Another topic relevant to this: The role of the law of Moses according to St. Paul in Galatians 3: 19-25 and it’s proper relation to the Gospel (promises) of God?

The topic of sacrifices in the old Covenant, Hebrews chapter 10, and the role of sacrifices in the Old Testament vs. Christ’s sacrifice?

What does “the Lamb slain before the the creation of the world” (Rev. 13: 8) mean?

Also check 1 Peter 1: 10-12, where the topic of salvation prophesied and longed by the prophets is discussed (check different commentaries). Also Ephesians 3: 1-10. Search term in latin: “extra ecclesiam nulla salus est.”

Check out also different kind of interpretations given to 1 Peter 3: 19-20 (the passage about the descent of Christ into hell / hades and him preaching there to the “captive spirits”) and 1 Peter 4: 6 (the gospel proclaimed to the dead). Search words: “descendus ad infera”, “limbus patrum” and “purgatory”, different interpretations and commentaries regarding them (even though you won’t agree with some of the interpretations). One of the most influential ones of these interpretations is Clement of Alexandria, Strom. 6.6. Origen developed his universalistic doctrine based on this, Princ. 2.5.3.

Thomas Aquinas (whose memorial day is tomorrow, by the way), Summa Contra Gentiles, LVII. The medieval speculation about ancient Greek pagan philosophers’ salvation (Socrates, Plato etc.). Erasmus of Rotterdam.

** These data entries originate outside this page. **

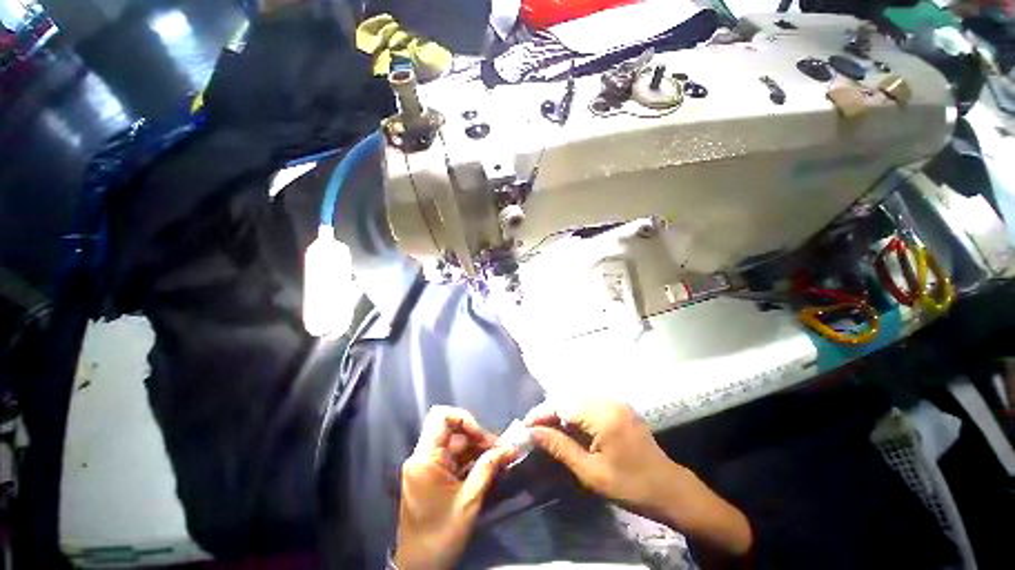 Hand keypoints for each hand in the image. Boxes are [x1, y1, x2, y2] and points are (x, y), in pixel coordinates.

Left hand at [394, 406, 516, 569]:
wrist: (418, 567)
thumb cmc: (440, 535)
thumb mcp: (469, 501)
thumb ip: (488, 468)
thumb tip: (510, 447)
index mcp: (425, 459)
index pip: (442, 417)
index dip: (465, 419)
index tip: (483, 437)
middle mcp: (422, 456)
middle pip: (452, 431)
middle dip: (477, 437)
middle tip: (500, 450)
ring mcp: (426, 466)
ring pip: (455, 444)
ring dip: (477, 449)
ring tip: (498, 459)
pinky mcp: (431, 475)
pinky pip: (453, 458)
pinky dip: (470, 460)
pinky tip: (487, 467)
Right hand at [526, 400, 751, 557]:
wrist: (669, 488)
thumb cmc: (631, 486)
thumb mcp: (591, 473)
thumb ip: (560, 447)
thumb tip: (533, 432)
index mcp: (603, 416)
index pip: (563, 405)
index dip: (541, 414)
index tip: (525, 427)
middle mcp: (608, 401)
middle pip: (569, 398)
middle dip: (549, 412)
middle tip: (534, 430)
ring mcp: (615, 402)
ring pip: (577, 398)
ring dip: (560, 411)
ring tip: (547, 429)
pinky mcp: (619, 406)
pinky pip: (589, 402)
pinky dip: (575, 412)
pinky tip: (569, 426) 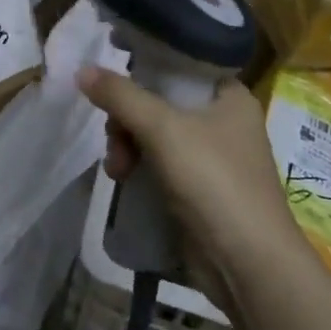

Check out “general revelation” in relation to “salvation” or “special revelation.” Possible passages: Romans 1: 20 and Pau’s Areopagus Speech according to Luke (Acts 17). The unique role of Christ in salvation: John 14: 6 and Acts 4: 12 (and different interpretations regarding as to the meaning of these passages in different commentaries and theologies?)

To find resources that address “how and why those living AFTER the incarnation, who can't claim a faith in Christ because they never hear the gospel, can't be saved” you must find the relevant missionary passages and their exegesis: The unique role of Gospel preaching in salvation by St. Paul: Romans 10: 14-18; The Matthean Great Commission, Matthew 28 etc. with their proper commentaries and theological expositions.

Also those opposing the view, i.e. those writers that say they can be saved. As Dave Hooton pointed out earlier, Romans 2 is the passage to go to. I would add Acts 10: 2, 7, 35, which describe the gentile Cornelius as “pious” (gk. eusebees) and God-fearing. What do these characterizations mean? Also possible search words: conscience, synderesis, synteresis, etc.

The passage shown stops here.